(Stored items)
..........

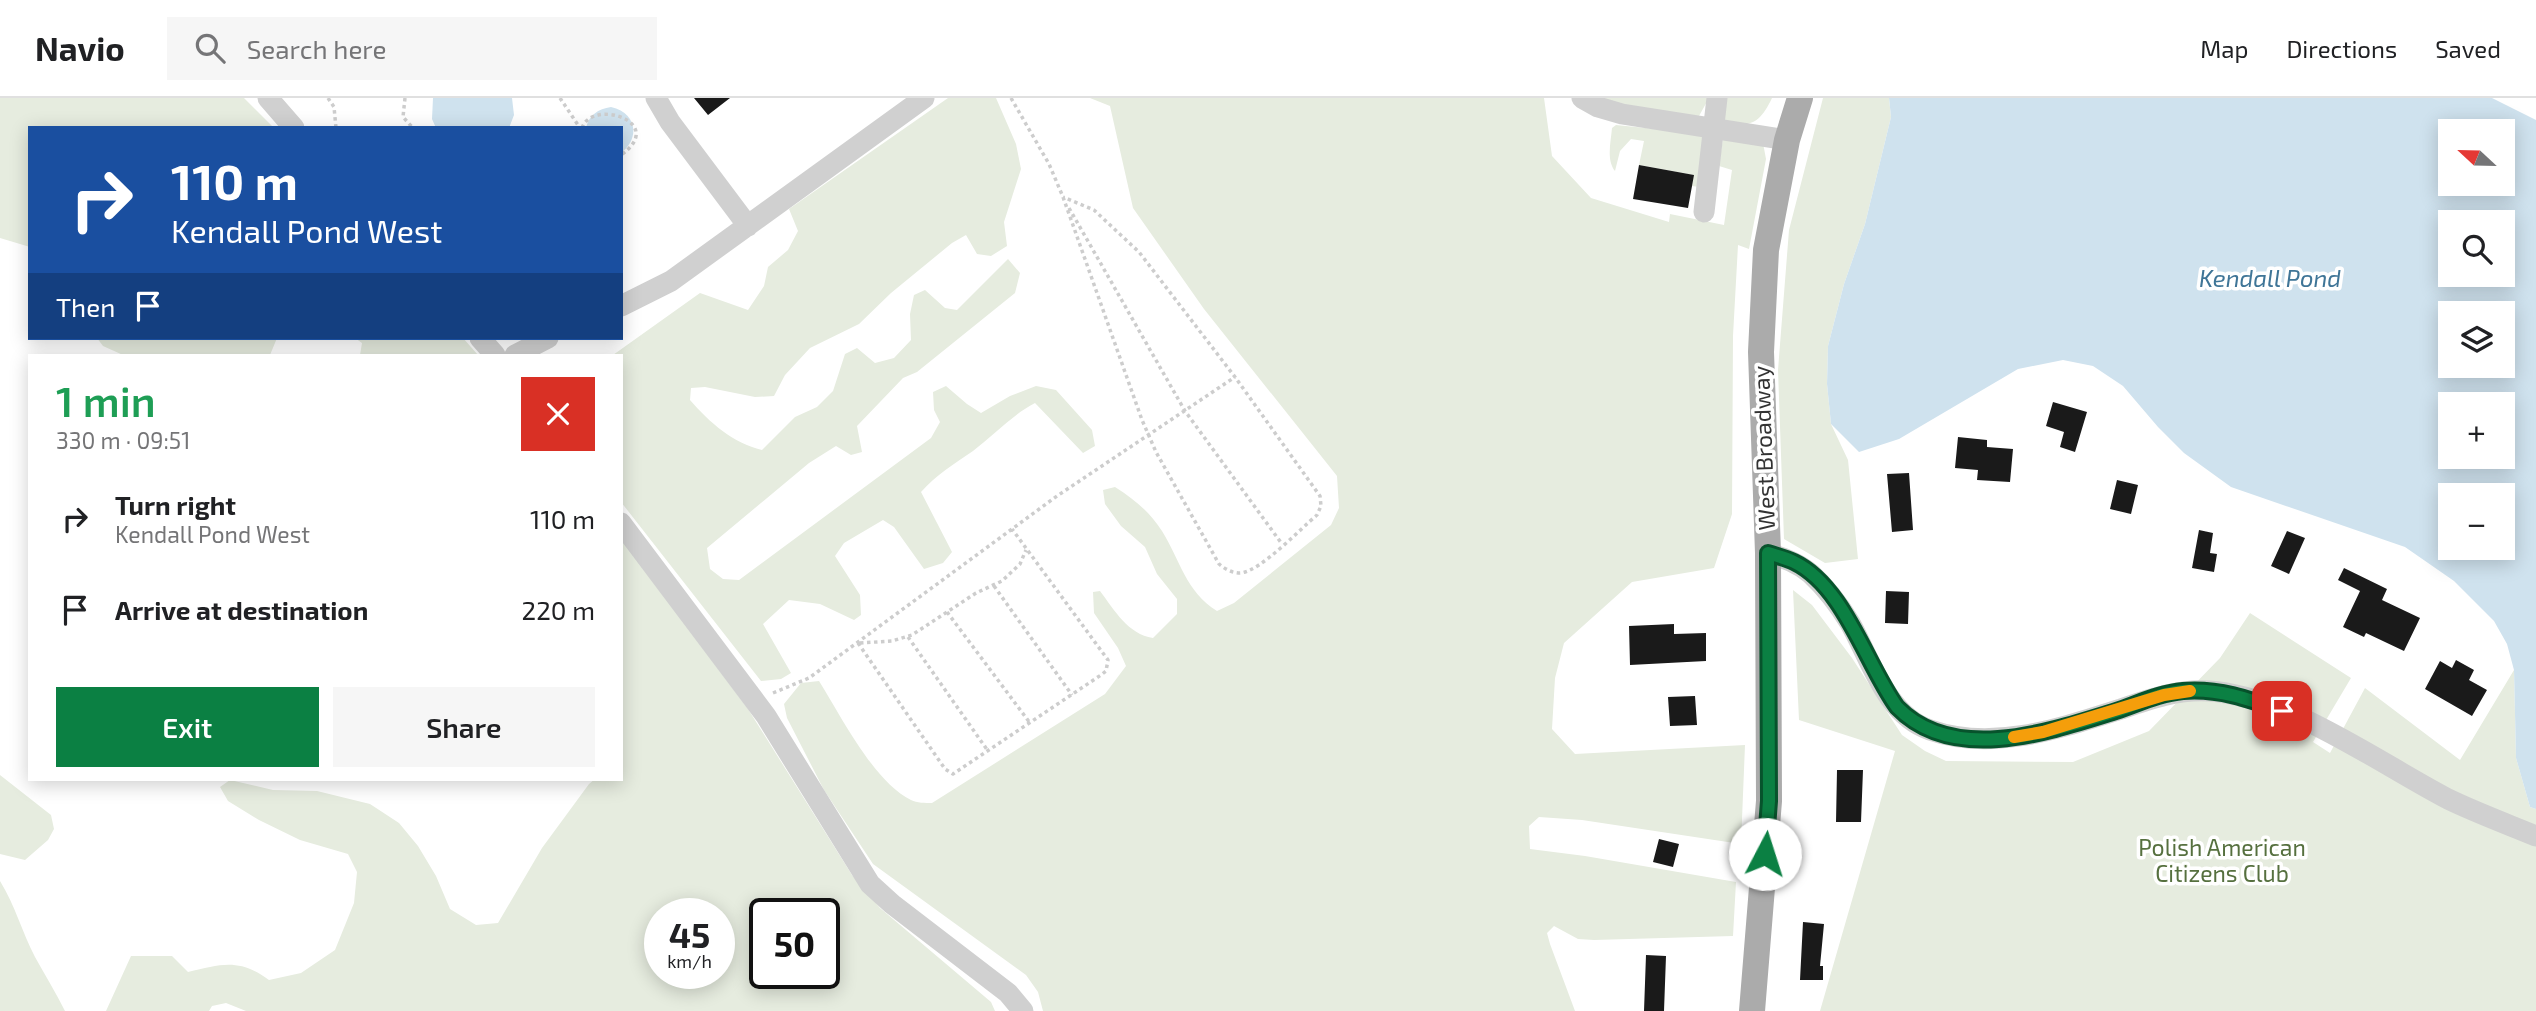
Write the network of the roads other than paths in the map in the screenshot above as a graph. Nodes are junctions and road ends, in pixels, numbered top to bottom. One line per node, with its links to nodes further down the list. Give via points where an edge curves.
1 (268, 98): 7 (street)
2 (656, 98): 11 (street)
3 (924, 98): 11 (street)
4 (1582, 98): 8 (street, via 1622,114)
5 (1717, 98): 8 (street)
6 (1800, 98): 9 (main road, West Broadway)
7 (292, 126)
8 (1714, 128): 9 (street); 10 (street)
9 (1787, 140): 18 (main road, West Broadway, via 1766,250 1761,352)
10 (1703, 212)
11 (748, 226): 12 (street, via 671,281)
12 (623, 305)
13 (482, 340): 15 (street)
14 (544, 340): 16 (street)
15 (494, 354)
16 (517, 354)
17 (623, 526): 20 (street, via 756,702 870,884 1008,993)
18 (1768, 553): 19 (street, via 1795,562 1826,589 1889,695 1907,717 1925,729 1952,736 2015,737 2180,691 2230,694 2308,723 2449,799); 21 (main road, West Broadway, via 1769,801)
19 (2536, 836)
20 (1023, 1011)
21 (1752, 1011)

..........

| Aim of the task |
Although the records above contain pictures, only their text is to be repeated, exactly as given.

| Response to this task |
Write the network of the roads other than paths in the map in the screenshot above as a graph. Nodes are junctions and road ends, in pixels, numbered top to bottom. One line per node, with its links to nodes further down the list. Give via points where an edge curves.
1 (268, 98): 7 (street)
2 (656, 98): 11 (street)
3 (924, 98): 11 (street)
4 (1582, 98): 8 (street, via 1622,114)
5 (1717, 98): 8 (street)
6 (1800, 98): 9 (main road, West Broadway)
7 (292, 126)
8 (1714, 128): 9 (street); 10 (street)
9 (1787, 140): 18 (main road, West Broadway, via 1766,250 1761,352)
10 (1703, 212)
11 (748, 226): 12 (street, via 671,281)
12 (623, 305)
13 (482, 340): 15 (street)
14 (544, 340): 16 (street)
15 (494, 354)
16 (517, 354)
17 (623, 526): 20 (street, via 756,702 870,884 1008,993)
18 (1768, 553): 19 (street, via 1795,562 1826,589 1889,695 1907,717 1925,729 1952,736 2015,737 2180,691 2230,694 2308,723 2449,799); 21 (main road, West Broadway, via 1769,801)
19 (2536, 836)
20 (1023, 1011)
21 (1752, 1011)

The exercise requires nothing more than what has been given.